▶ **Data shown**
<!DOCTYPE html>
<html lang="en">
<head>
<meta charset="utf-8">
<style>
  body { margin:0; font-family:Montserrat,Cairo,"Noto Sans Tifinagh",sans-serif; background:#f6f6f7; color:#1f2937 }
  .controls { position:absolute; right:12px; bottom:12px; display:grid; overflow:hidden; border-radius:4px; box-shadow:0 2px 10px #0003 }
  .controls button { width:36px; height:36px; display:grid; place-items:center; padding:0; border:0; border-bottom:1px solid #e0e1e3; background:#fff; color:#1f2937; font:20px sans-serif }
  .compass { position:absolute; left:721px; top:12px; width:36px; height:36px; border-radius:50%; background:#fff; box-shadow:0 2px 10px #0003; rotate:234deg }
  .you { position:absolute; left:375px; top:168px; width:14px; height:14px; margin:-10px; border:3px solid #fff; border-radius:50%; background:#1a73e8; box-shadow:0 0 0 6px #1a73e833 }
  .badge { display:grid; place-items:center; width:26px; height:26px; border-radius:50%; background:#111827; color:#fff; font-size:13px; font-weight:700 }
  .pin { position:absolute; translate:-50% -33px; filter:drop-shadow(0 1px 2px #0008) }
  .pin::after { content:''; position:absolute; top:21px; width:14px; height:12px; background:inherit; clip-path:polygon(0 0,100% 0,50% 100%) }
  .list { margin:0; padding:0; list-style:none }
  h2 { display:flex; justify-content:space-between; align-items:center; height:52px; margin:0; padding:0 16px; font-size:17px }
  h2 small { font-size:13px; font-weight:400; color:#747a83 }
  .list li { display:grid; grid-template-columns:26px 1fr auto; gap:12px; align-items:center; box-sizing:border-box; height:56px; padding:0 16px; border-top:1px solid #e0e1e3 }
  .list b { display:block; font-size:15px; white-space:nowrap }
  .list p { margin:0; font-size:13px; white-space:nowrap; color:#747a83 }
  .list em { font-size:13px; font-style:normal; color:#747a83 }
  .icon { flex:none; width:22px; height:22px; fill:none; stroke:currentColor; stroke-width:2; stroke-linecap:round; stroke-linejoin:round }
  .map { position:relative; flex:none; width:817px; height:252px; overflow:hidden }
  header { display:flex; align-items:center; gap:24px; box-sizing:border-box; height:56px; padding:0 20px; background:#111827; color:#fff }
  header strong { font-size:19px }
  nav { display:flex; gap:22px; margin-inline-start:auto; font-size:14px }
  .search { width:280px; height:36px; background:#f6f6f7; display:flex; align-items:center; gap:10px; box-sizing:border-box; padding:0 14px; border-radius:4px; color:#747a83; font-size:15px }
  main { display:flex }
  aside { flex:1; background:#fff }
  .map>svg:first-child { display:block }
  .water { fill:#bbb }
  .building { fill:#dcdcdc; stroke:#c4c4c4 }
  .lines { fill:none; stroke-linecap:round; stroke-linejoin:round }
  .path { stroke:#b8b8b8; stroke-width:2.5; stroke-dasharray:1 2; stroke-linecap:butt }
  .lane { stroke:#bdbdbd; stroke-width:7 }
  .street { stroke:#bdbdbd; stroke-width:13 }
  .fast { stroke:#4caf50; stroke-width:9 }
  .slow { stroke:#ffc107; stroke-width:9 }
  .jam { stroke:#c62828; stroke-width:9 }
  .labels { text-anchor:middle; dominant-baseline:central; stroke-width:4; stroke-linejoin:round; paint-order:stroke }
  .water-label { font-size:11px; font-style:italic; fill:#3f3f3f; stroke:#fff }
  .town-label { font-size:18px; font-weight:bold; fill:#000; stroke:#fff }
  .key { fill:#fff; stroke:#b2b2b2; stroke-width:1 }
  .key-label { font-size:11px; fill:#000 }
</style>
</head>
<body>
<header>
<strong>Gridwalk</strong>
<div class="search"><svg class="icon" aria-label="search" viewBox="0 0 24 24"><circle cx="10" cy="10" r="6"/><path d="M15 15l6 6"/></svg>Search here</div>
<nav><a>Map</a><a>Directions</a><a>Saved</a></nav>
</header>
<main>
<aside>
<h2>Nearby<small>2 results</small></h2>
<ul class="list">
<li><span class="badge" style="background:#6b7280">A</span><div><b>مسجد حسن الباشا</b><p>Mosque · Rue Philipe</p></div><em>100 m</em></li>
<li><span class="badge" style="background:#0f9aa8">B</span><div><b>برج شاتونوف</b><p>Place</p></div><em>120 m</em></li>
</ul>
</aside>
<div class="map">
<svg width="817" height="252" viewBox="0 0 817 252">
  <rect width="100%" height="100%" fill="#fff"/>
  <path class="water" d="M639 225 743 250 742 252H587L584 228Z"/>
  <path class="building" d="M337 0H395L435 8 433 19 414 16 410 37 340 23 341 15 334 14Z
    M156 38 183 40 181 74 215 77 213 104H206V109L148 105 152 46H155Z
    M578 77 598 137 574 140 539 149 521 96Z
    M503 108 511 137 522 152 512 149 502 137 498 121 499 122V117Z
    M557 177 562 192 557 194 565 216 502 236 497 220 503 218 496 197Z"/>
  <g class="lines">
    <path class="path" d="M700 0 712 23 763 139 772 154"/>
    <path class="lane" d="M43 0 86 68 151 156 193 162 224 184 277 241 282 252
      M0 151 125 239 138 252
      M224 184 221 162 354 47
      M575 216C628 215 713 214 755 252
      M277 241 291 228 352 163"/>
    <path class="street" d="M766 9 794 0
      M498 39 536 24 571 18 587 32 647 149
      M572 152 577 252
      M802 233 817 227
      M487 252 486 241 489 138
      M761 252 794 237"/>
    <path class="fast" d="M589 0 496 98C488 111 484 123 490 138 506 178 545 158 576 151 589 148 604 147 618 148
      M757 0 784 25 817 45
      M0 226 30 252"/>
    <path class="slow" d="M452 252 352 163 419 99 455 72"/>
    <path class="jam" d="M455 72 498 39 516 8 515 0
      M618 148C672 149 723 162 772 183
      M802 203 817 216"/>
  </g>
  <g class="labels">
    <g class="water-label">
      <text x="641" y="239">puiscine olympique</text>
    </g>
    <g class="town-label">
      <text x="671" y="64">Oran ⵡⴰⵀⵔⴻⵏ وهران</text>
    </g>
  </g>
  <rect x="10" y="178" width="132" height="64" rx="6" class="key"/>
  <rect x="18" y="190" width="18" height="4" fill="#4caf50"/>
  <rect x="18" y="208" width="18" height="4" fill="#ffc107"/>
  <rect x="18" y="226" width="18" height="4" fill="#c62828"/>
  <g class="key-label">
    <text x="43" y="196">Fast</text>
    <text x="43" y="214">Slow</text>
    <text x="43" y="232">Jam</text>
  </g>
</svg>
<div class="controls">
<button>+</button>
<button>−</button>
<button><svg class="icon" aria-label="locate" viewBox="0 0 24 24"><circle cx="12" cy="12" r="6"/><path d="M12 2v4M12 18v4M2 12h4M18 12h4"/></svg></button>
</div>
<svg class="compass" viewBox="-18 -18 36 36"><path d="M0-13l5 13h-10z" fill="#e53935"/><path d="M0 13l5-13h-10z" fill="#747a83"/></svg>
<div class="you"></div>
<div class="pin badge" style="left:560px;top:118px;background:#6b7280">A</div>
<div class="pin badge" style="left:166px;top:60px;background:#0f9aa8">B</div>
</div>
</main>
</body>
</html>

▶ **Task brief**
Retype the listing from its first line onward, stopping after the line that contains "position:absolute; right:12px; bottom:12px;" has been retyped in full.

▶ **Completed task**
<!DOCTYPE html>
<html lang="en">
<head>
<meta charset="utf-8">
<style>
  body { margin:0; font-family:Montserrat,Cairo,"Noto Sans Tifinagh",sans-serif; background:#f6f6f7; color:#1f2937 }
  .controls { position:absolute; right:12px; bottom:12px; display:grid; overflow:hidden; border-radius:4px; box-shadow:0 2px 10px #0003 }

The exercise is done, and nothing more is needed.